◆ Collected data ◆
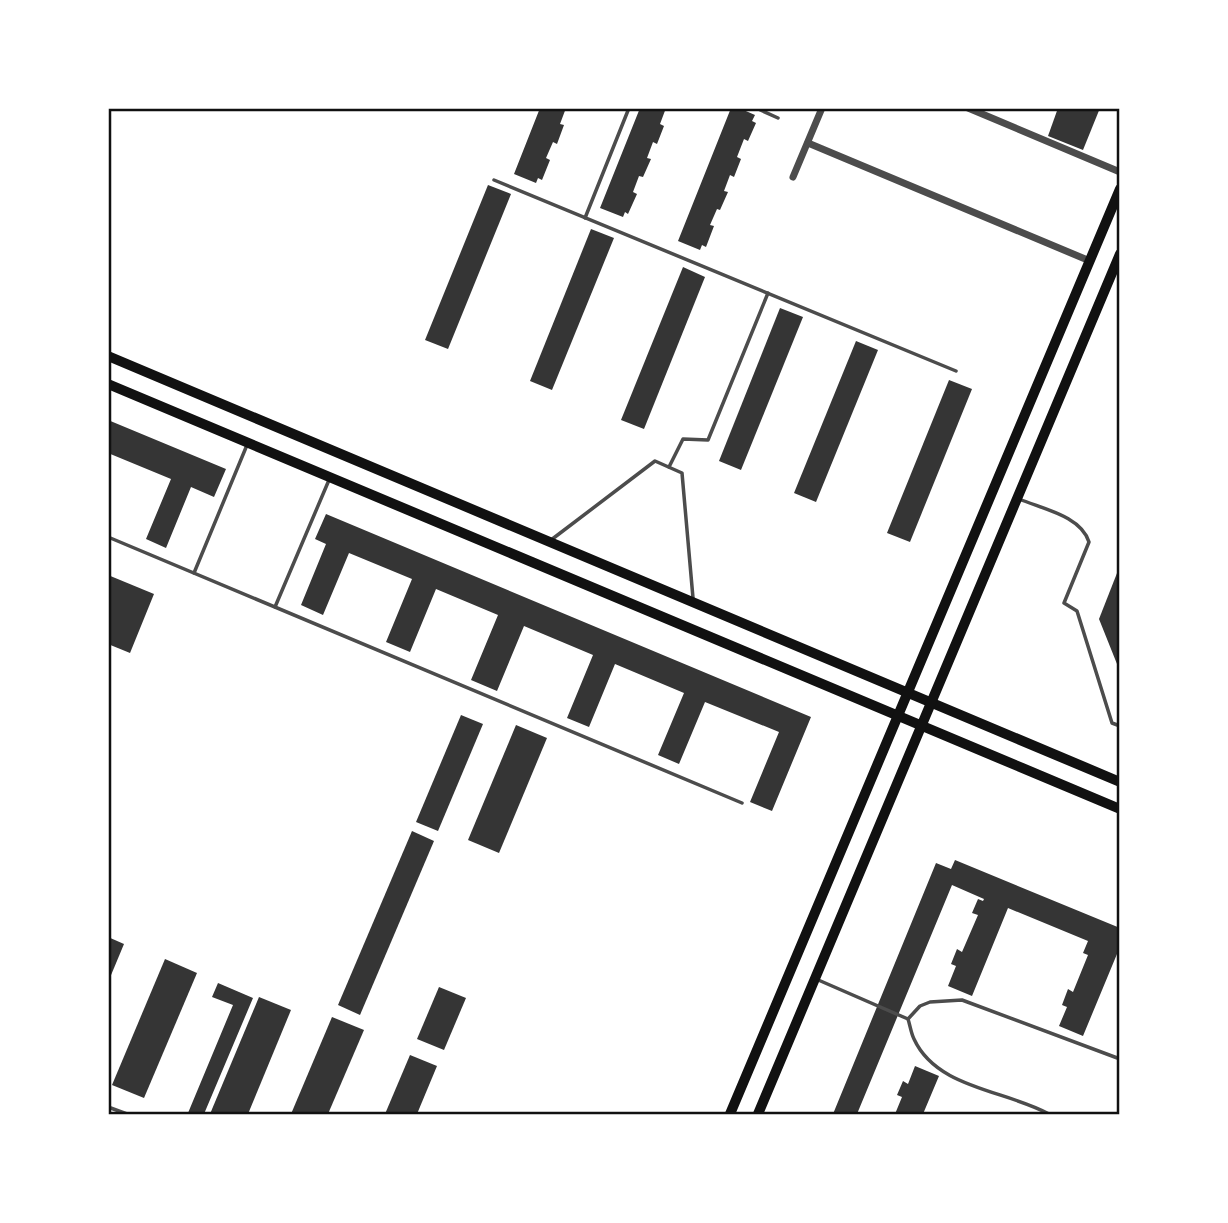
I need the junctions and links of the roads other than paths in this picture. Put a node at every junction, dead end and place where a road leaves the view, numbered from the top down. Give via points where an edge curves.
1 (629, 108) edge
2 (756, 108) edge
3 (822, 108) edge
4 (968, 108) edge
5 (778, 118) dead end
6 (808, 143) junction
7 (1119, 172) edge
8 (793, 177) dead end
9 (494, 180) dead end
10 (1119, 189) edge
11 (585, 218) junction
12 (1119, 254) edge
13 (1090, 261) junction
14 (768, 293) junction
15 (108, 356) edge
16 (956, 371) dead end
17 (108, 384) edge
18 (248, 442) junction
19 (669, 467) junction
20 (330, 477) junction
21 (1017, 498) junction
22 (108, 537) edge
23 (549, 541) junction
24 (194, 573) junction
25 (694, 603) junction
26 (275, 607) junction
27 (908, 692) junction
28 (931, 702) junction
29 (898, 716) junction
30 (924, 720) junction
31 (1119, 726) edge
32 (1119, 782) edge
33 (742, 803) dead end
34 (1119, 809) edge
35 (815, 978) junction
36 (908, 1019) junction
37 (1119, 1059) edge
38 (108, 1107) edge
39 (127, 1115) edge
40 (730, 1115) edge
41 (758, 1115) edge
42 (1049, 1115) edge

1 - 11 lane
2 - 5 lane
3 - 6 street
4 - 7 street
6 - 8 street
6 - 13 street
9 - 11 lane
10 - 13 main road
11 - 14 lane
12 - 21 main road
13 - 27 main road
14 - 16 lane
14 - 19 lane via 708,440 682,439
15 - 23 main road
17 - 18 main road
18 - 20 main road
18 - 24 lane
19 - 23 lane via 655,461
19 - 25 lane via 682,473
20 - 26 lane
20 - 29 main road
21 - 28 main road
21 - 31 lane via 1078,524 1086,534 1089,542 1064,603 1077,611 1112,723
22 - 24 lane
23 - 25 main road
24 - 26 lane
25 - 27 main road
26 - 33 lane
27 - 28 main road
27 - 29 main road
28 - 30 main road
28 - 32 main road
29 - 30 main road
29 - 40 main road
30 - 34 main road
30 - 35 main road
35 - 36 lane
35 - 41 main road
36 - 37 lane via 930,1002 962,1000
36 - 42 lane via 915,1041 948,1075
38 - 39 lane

◆ WORK TO BE COMPLETED ◆
All of the entries above are to be transcribed word for word, with no pictures included.

◆ ANSWER SPACE ◆
I need the junctions and links of the roads other than paths in this picture. Put a node at every junction, dead end and place where a road leaves the view, numbered from the top down. Give via points where an edge curves.
1 (629, 108) edge
2 (756, 108) edge
3 (822, 108) edge
4 (968, 108) edge
5 (778, 118) dead end
6 (808, 143) junction
7 (1119, 172) edge
8 (793, 177) dead end
9 (494, 180) dead end
10 (1119, 189) edge
11 (585, 218) junction
12 (1119, 254) edge
13 (1090, 261) junction
14 (768, 293) junction
15 (108, 356) edge
16 (956, 371) dead end
17 (108, 384) edge
18 (248, 442) junction
19 (669, 467) junction
20 (330, 477) junction
21 (1017, 498) junction
22 (108, 537) edge
23 (549, 541) junction
24 (194, 573) junction
25 (694, 603) junction
26 (275, 607) junction
27 (908, 692) junction
28 (931, 702) junction
29 (898, 716) junction
30 (924, 720) junction
31 (1119, 726) edge
32 (1119, 782) edge
33 (742, 803) dead end
34 (1119, 809) edge
35 (815, 978) junction
36 (908, 1019) junction
37 (1119, 1059) edge
38 (108, 1107) edge
39 (127, 1115) edge
40 (730, 1115) edge
41 (758, 1115) edge
42 (1049, 1115) edge

1 - 11 lane
2 - 5 lane
3 - 6 street
4 - 7 street
6 - 8 street
6 - 13 street
9 - 11 lane
10 - 13 main road
11 - 14 lane
12 - 21 main road
13 - 27 main road
14 - 16 lane
14 - 19 lane via 708,440 682,439
15 - 23 main road
17 - 18 main road
18 - 20 main road
18 - 24 lane
19 - 23 lane via 655,461
19 - 25 lane via 682,473
20 - 26 lane
20 - 29 main road
21 - 28 main road
21 - 31 lane via 1078,524 1086,534 1089,542 1064,603 1077,611 1112,723
22 - 24 lane
23 - 25 main road
24 - 26 lane
25 - 27 main road
26 - 33 lane
27 - 28 main road
27 - 29 main road
28 - 30 main road
28 - 32 main road
29 - 30 main road
29 - 40 main road
30 - 34 main road
30 - 35 main road
35 - 36 lane
35 - 41 main road
36 - 37 lane via 930,1002 962,1000
36 - 42 lane via 915,1041 948,1075
38 - 39 lane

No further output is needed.